At compile time, BLOGE materializes an embedded RemoteWorkerOperator that:

Serializes a JSON payload envelope — operatorRef, workerTopic, input, retry policy, and grouped execution metadata in RemoteWorkerEnvelope.ExecutionContext — into a durable EXECUTE_NODE work item.
Suspends the node until the worker reports completion.
Uses the node's resilience timeout as the suspend deadline.

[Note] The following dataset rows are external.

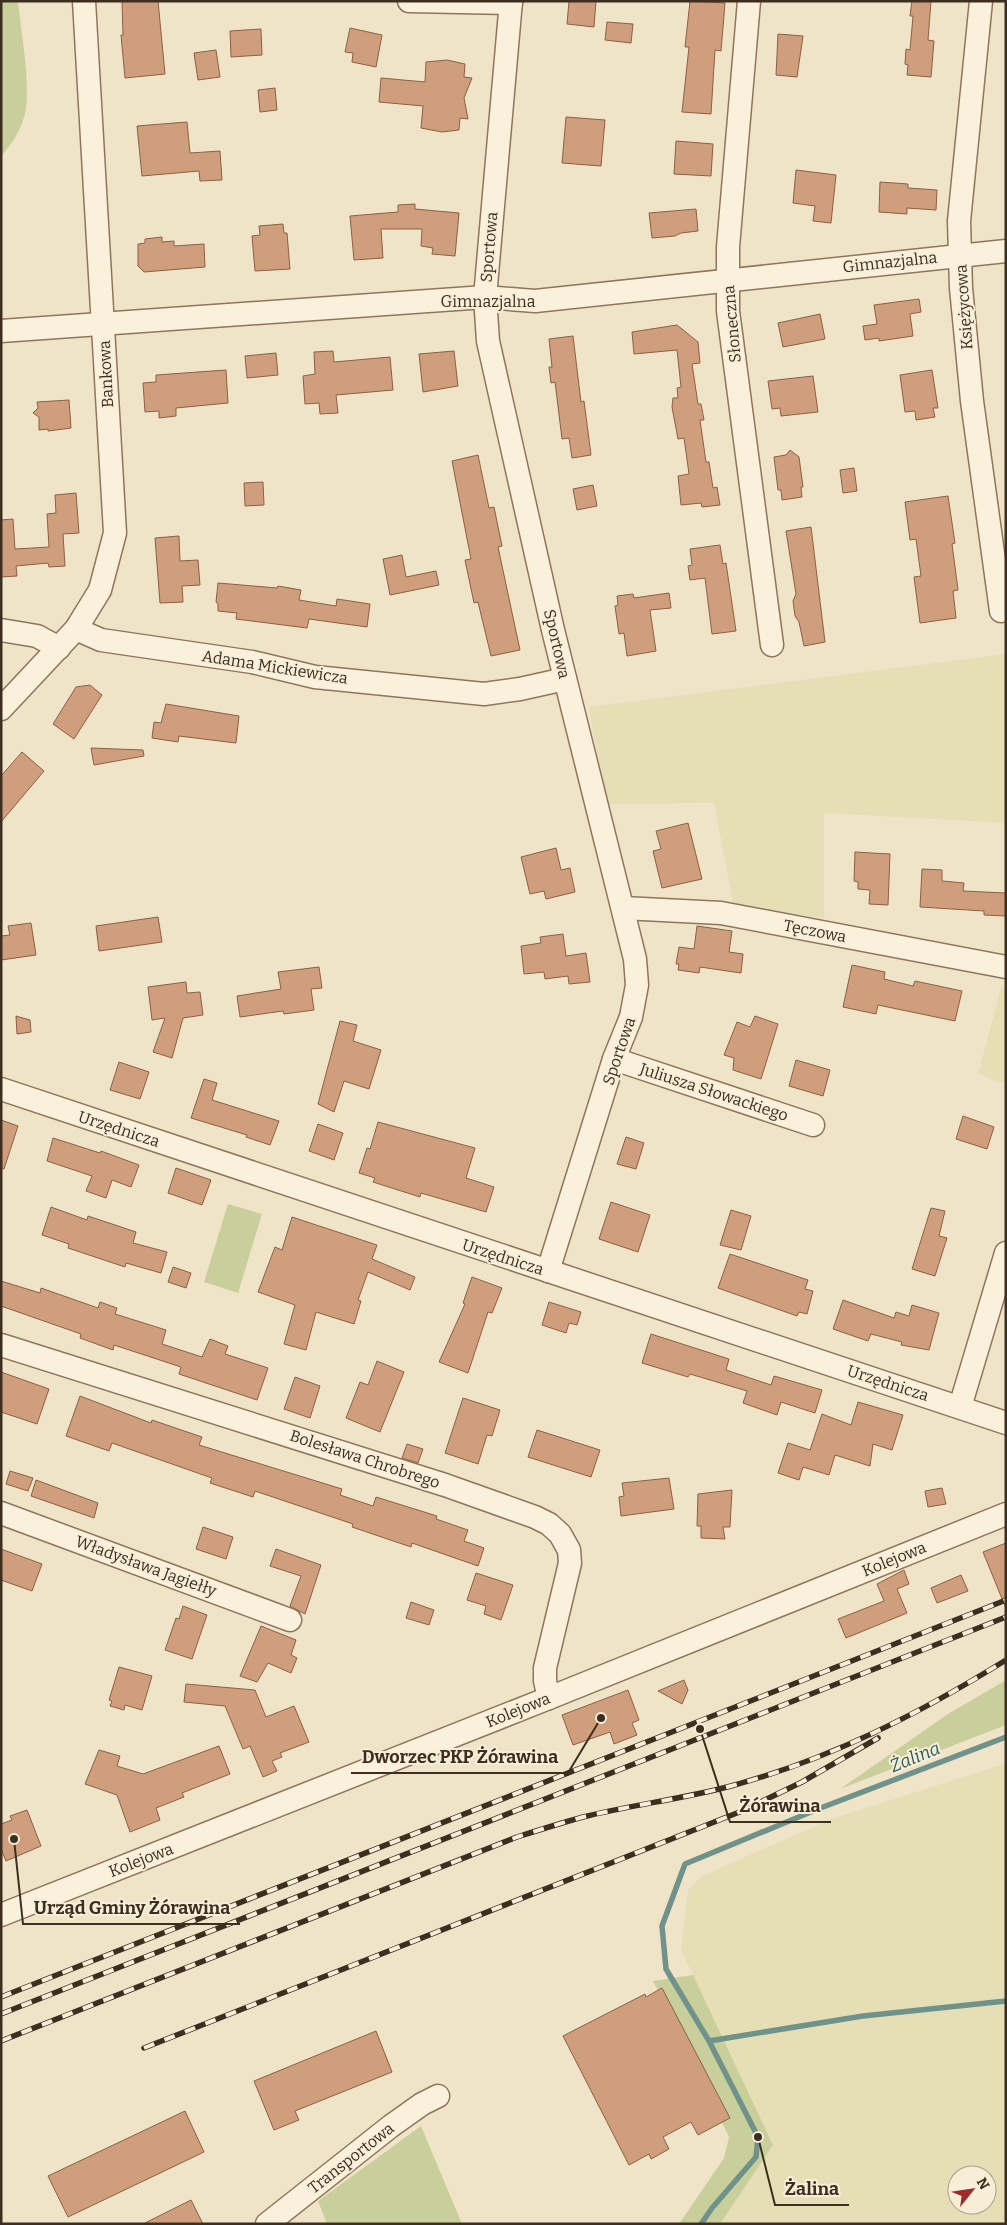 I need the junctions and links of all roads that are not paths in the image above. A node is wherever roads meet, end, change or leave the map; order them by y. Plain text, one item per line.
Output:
1 (84, 1) edge
2 (409, 1) edge
3 (749, 1) edge
4 (980, 1) edge
5 (511, 2) edge
6 (1006, 251) edge
7 (960, 254) junction
8 (728, 280) junction
9 (485, 298) junction
10 (103, 324) junction
11 (1, 331) edge
12 (1001, 611) dead end
13 (76, 629) junction
14 (1, 630) edge
15 (772, 645) dead end
16 (59, 648) junction
17 (565, 679) junction
18 (1, 709) edge
19 (623, 908) junction
20 (1006, 967) edge
21 (614, 1059) junction
22 (1, 1089) edge
23 (813, 1125) dead end
24 (1006, 1253) edge
25 (548, 1272) junction
26 (1, 1345) edge
27 (960, 1407) junction
28 (1006, 1423) edge
29 (1, 1513) edge
30 (1006, 1514) edge
31 (290, 1620) dead end
32 (549, 1698) junction
33 (1, 1915) edge
34 (438, 2096) dead end
35 (267, 2224) edge

1 - 10 street, Bankowa
2 - 5 street
3 - 8 street, Słoneczna
4 - 7 street, Księżycowa
5 - 9 street, Sportowa
6 - 7 street, Gimnazjalna
7 - 8 street, Gimnazjalna
7 - 12 street, Księżycowa
8 - 9 street, Gimnazjalna
8 - 15 street, Słoneczna
9 - 10 street, Gimnazjalna
9 - 17 street, Sportowa
10 - 11 street, Gimnazjalna
10 - 13 street, Bankowa
13 - 16 street, Bankowa
13 - 17 street, Adama Mickiewicza
14 - 16 street
16 - 18 street, Bankowa
17 - 19 street, Sportowa
19 - 20 street, Tęczowa
19 - 21 street, Sportowa
21 - 23 street, Juliusza Słowackiego
21 - 25 street, Sportowa
22 - 25 street, Urzędnicza
24 - 27 street
25 - 27 street, Urzędnicza
26 - 32 street, Bolesława Chrobrego
27 - 28 street, Urzędnicza
29 - 31 street, Władysława Jagiełły
30 - 32 street, Kolejowa
32 - 33 street, Kolejowa
34 - 35 street, Transportowa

The business operatorRef is preserved on NodeSpec, and local operator-registry validation is skipped for remote-only operators (you do not need the operator class on the orchestrator's classpath). Sub-graph nodes cannot be combined with remote execution.

The control plane

The standalone bloge-examples-graph-engine/ project hosts bloge-graph-engine-service and bloge-graph-engine-server, which expose a stateless worker control plane under /api/v1/remote-workers:

Flow	Purpose
register	A worker announces itself
poll + claim	Atomically claim a durable `EXECUTE_NODE` work item
heartbeat	Keep a claim alive while long work runs
complete	Report a result and resume the suspended node
fail	Report failure; the item transitions to `RETRY_WAIT` or `DEAD_LETTER`

Polling claims work items sharded by worker_topic, so a pool of GPU workers only pulls gpu-inference work.
Failure callbacks respect the node's retry budget: retryable failures move the item to RETRY_WAIT, exhausted budgets move it to DEAD_LETTER.

A worker's lifecycle

Sequence diagram of a remote worker's lifecycle: the orchestrator enqueues an EXECUTE_NODE work item and suspends the node; a worker polls and claims it from the worker topic, runs the business logic while sending heartbeats, then reports complete(result) so the orchestrator can resume the node and continue.

If the worker never reports back before the suspend deadline, the node times out and follows its normal resilience path (retry, then fallback or failure).

When to use remote workers

Heterogeneous compute — a node needs a GPU, a native library, or a non-JVM runtime.
Network isolation — a step must run inside a different security zone.
Independent scaling — scale the worker pool for one expensive step without scaling the orchestrator.

Dead-lettered items can be inspected and replayed from the embedded Ops Console.

Next steps

Persist suspended nodes with Durable Flows.
Replay dead letters from the Event Journal & Ops Console.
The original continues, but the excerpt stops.